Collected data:
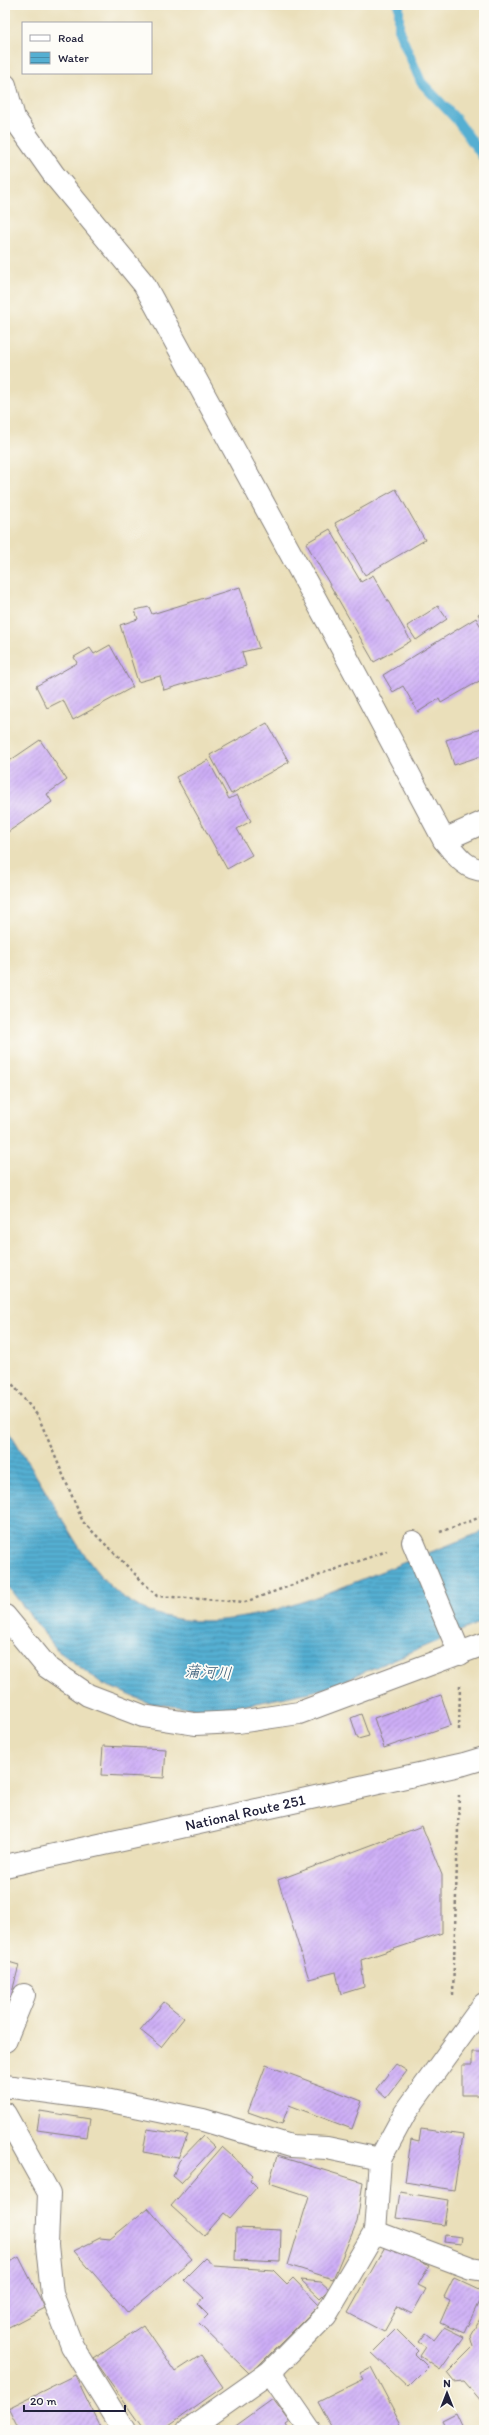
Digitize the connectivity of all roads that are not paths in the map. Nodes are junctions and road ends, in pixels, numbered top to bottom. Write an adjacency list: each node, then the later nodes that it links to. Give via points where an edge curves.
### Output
1 (5, 84): 3 (main road, via 14,118 54,175 144,284)
2 (484, 822): 3 (main road)
3 (444, 840): 4 (main road, via 461,861 477,870)
4 (484, 870)
5 (415, 1548): 8 (main road)
6 (5, 1616): 8 (main road, via 47,1667 88,1695 143,1716 195,1724 238,1722 300,1713)
7 (484, 1644): 8 (main road)
8 (458, 1651)
9 (484, 1758): 10 (main road, National Route 251)
10 (5, 1866)
11 (24, 1995): 13 (main road)
12 (484, 2004): 16 (main road, via 406,2113)
13 (5, 2041)
14 (5, 2086): 16 (main road, via 101,2100 203,2120 291,2146 327,2148)
15 (5, 2114): 20 (main road, via 49,2193 48,2244 52,2294 72,2346)
16 (380, 2158): 17 (main road)
17 (375, 2232): 18 (main road, via 471,2268); 19 (main road, via 326,2315)
18 (484, 2270)
19 (270, 2372): 21 (main road); 22 (main road)
20 (124, 2430)
21 (188, 2430)
22 (310, 2430)

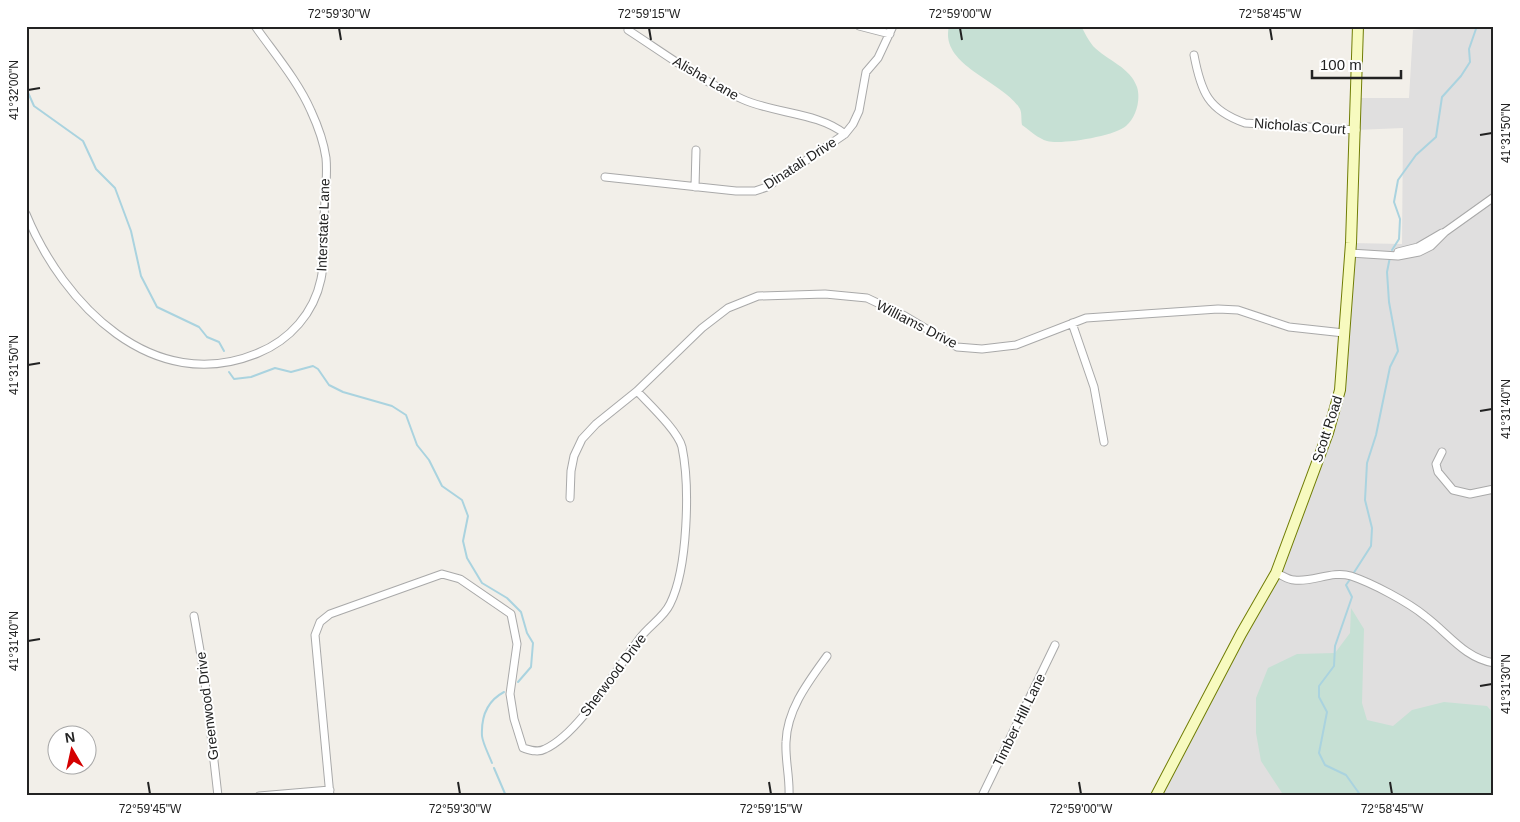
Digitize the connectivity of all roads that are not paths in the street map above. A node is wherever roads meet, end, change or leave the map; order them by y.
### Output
1 (255, 26) edge
2 (859, 26) edge
3 (893, 26) edge
4 (1358, 26) edge
5 (628, 30) dead end
6 (890, 34) junction
7 (1194, 55) dead end
8 (1356, 130) junction
9 (845, 134) junction
10 (696, 150) dead end
11 (605, 177) dead end
12 (695, 187) junction
13 (1494, 197) edge
14 (26, 214) edge
15 (1350, 253) junction
16 (1072, 323) junction
17 (1344, 333) junction
18 (637, 391) junction
19 (1104, 442) dead end
20 (1442, 452) dead end
21 (1494, 489) edge
22 (570, 498) dead end
23 (1276, 573) junction
24 (194, 616) dead end
25 (1056, 645) dead end
26 (827, 656) dead end
27 (1494, 663) edge
28 (330, 793) edge
29 (984, 795) edge
30 (218, 796) edge
31 (260, 796) edge
32 (790, 796) edge
33 (1156, 796) edge

1 - 14 street, Interstate Lane
2 - 6 street
3 - 6 street, Dinatali Drive
4 - 8 main road, Scott Road
5 - 9 street, Alisha Lane
6 - 9 street, Dinatali Drive
7 - 8 street, Nicholas Court
8 - 15 main road, Scott Road
9 - 12 street, Dinatali Drive
10 - 12 street
11 - 12 street, Dinatali Drive
13 - 15 street
15 - 17 main road, Scott Road
16 - 17 street, Williams Drive
16 - 18 street, Williams Drive
16 - 19 street
17 - 23 main road, Scott Road
18 - 22 street, Williams Drive
18 - 28 street, Sherwood Drive
20 - 21 street
23 - 27 street
23 - 33 main road, Scott Road
24 - 30 street, Greenwood Drive
25 - 29 street, Timber Hill Lane
26 - 32 street
28 - 31 street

▶ **WORK TO BE COMPLETED**
Among the entries, find each line that includes the string "node" and copy it.

▶ **RESULT OF THIS TASK**
Digitize the connectivity of all roads that are not paths in the map. Nodes are junctions and road ends, in pixels, numbered top to bottom. Write an adjacency list: each node, then the later nodes that it links to. Give via points where an edge curves.
Digitize the connectivity of all roads that are not paths in the street map above. A node is wherever roads meet, end, change or leave the map; order them by y.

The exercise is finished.